In other words, educating your customer or prospect on your products and services and also providing information that will help your customer in their business; making sure that your products or services are highly differentiated from competitors' offerings and communicating that differentiation effectively; and clearly understanding what your customers need in terms of value and delivering it.
Communicate with your customers and prospects in person; over the phone; through the mail (yes, letters, cards, coupons and order forms have high response rates if well designed and well executed); over the Internet through blogs, emails, social media, webinars, and your website; through print materials such as catalogues, coupon books, brochures, business cards, flyers and more.
Build your sales approach as a campaign:
Plan to make contact on a regular and frequent basis (not too frequently to the point of irritating customers or too infrequently to the point of being forgotten) and align your campaign with a strong identity program that is consistent with your brand.

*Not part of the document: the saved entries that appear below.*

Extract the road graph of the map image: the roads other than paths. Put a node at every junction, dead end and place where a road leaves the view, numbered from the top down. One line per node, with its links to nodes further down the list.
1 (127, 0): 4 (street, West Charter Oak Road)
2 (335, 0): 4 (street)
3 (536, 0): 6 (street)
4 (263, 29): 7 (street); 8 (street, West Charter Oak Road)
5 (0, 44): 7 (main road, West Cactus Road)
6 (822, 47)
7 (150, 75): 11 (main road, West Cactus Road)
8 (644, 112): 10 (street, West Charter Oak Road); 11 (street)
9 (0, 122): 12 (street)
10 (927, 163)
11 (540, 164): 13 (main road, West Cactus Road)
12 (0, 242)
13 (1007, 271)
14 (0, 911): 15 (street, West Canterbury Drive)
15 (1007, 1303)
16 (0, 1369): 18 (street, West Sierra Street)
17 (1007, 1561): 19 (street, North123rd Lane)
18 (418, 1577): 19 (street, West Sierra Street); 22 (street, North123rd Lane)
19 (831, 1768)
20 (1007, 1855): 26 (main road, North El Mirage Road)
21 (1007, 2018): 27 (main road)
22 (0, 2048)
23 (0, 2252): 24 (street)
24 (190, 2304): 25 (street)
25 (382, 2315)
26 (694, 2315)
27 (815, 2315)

Customer loyalty is built by giving value first in all aspects of your business. As a small business owner or manager, you need to commit to offering the best products and/or services.
Ensure that you regularly ask your customers for input and feedback (and both listen to it and act on it) to continuously improve your processes.
Your customers will respond to the value that you add, not only to the solution you propose but also to the relationship you build together.
What do customers want? Market research says that customers have an expectation of good quality, good price and good service; that is the minimum requirement for doing business today.
What more do you need to provide?
Knowledge. Reliability. Consistency. Communication. Discover what your customers value, and provide it.
Note: customers have unique and individual needs; they do not all value the same things. Make sure you clearly understand what each individual customer or market segment wants or needs.
In a business to business selling environment, it used to be that it would take between seven or eight touches to make a sale (or not, since not all contact means that a prospect will buy).
In this Internet age, it takes more touches.
Why? Because we have become both 'ad blind' and somewhat 'insensitive' to touches.
What this means to the small business owner is that your communication (and touches) need to be different from others (not imitations or copies of what everyone else is doing), it needs to be believable and sincere, and it needs to be memorable.
In a business to business sales environment, the selling cycle takes longer to close (and is often more complex) than ever before.
To effectively grow your sales, you need build a plan that will help you to optimize your efforts.
Focus your planning efforts on a lean sales process that: will solve your customer's problem or challenge; has value (i.e. reduces time and/or cost); provides not only what the customer wants but more than has been identified (over-delivering); and that provides a solution that offers convenience, high quality, a price that is acceptable, competitive and covers the business' costs, and exceptional service.